The Avenue

Beyond H1-B: Other Avenues to Adding Skilled Workers

By

with Shyamali Choudhury

Last Thursday, presidential candidate Mitt Romney announced his new “softened” immigration plan, and called for lifting the cap on visas for high-skilled temporary workers. This year, the H-1B high-skilled worker visa cap was reached within two months after the application period opened.  Changing those limits would require an act of Congress--unlikely in the current political environment.

With gridlock in Washington acting as a constant barrier to comprehensive change, a piecemeal approach to reform has already entered the conversation--and it may hold promise. President Obama recently issued a directive to halt deportation of young immigrants brought to the United States illegallya small step toward the goals of the much more extensive DREAM act. 

So, can something similar be done for high-skilled immigration? One route is to simply adjust Optional Practical Training (OPT)--a program that allows foreign students holding F-1 visas to work for a limited period of time while waiting to receive temporary worker visas. This program was originally designed to provide relief for foreign students with pending H-1B visa petitions by allowing 12 months of work authorization while they wait. 

In 2008, when the H-1B cap was reached within one day after the U.S. Citizenship and Immigration Services (USCIS) began accepting applications, President Bush extended F-1 visas an additional 17 months for foreign students who graduated with bachelors, masters, or doctoral degrees in science, technology, engineering, and mathematics (STEM) fields.  Earlier this month, President Obama recently maintained Bush’s 29 month OPT term limit for STEM fields and increased the number of fields eligible for extension.

Extending OPT is far from a permanent solution to address the challenges of meeting the demand for high-skilled immigration, but it is an option that the president can exercise without going through Congress.
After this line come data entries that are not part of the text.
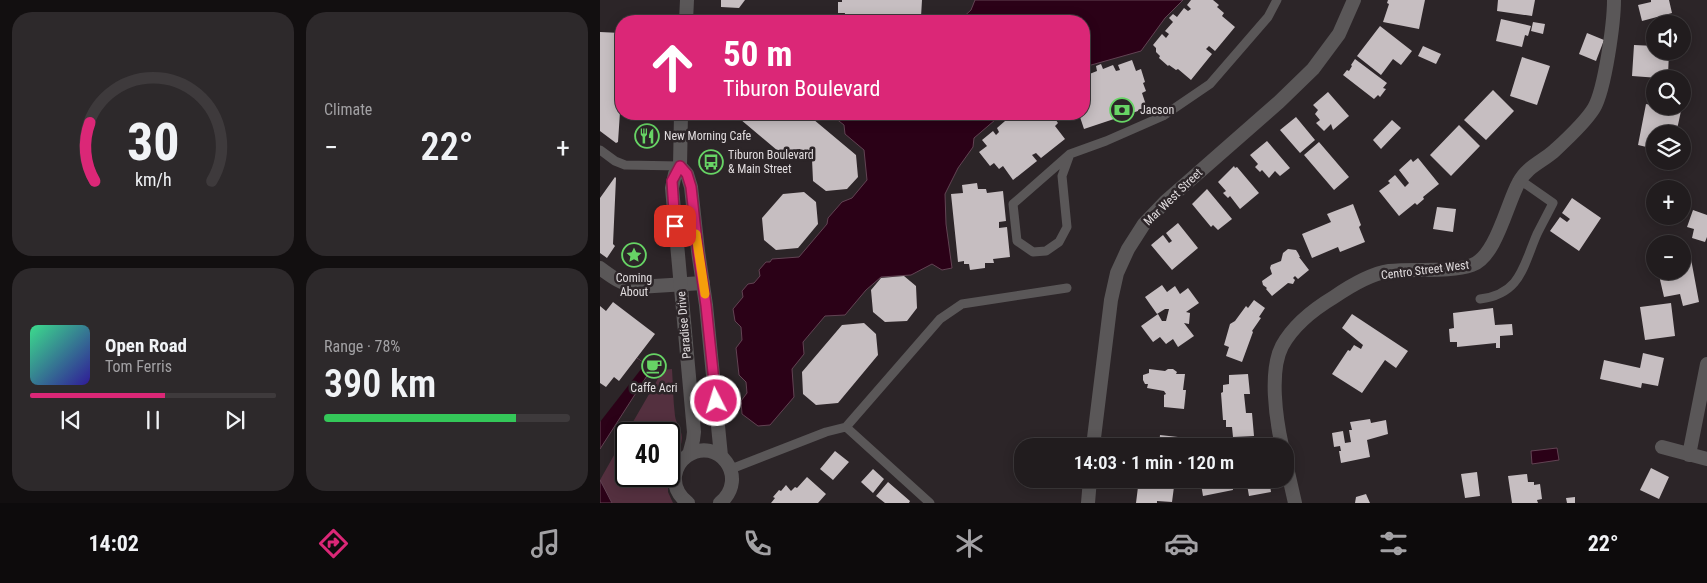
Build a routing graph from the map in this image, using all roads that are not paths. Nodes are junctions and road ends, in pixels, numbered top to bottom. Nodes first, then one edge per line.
1 (687, 0) edge
2 (1277, 0) edge
3 (1354, 0) edge
4 (1614, 0) edge
5 (686, 15) edge
6 (681, 120) edge
7 (600, 150) edge
8 (1070, 154) junction
9 (680, 166) junction
10 (1520, 180) junction
11 (600, 268) edge
12 (703, 283) junction
13 (680, 285) junction
14 (1067, 288) dead end
15 (1480, 299) dead end
16 (1707, 364) edge
17 (846, 427) junction
18 (1095, 438) edge
19 (1281, 438) edge
20 (1662, 447) dead end
21 (689, 455) junction
22 (1689, 455) junction
23 (721, 456) junction
24 (1707, 459) edge
25 (731, 469) junction
26 (1089, 488) edge
27 (1292, 488) edge
28 (688, 503) edge
29 (720, 503) edge
30 (930, 503) edge
31 (1088, 503) edge
32 (1295, 503) edge

1 - 5 street
2 - 8 lane
3 - 18 street, Mar West Street
4 - 10 street, Centro Street West
6 - 9 street
7 - 9 lane
8 - 8 lane
9 - 12 street, Paradise Drive
9 - 13 street, Paradise Drive
10 - 15 lane
10 - 19 street, Centro Street West
11 - 13 street
12 - 13 street
12 - 23 street, Paradise Drive
13 - 21 street, Paradise Drive
14 - 17 lane
16 - 22 street
17 - 25 lane
17 - 30 lane
20 - 22 street
21 - 23 street
21 - 28 street
22 - 24 street
23 - 25 street
25 - 29 street
26 - 31 street
27 - 32 street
Historically, congressional attempts to adjust H-1B cap levels have come after extreme delays, if at all. For example, a cap lift designed to help address workforce need during the dot-com boom of the late 1990s was not enacted until the bubble had already burst.

America needs a more nimble solution to address employer demand for high-skilled foreign workers. Looking beyond the H1-B visa cap could provide additional useful responses to the need for high-skilled immigration.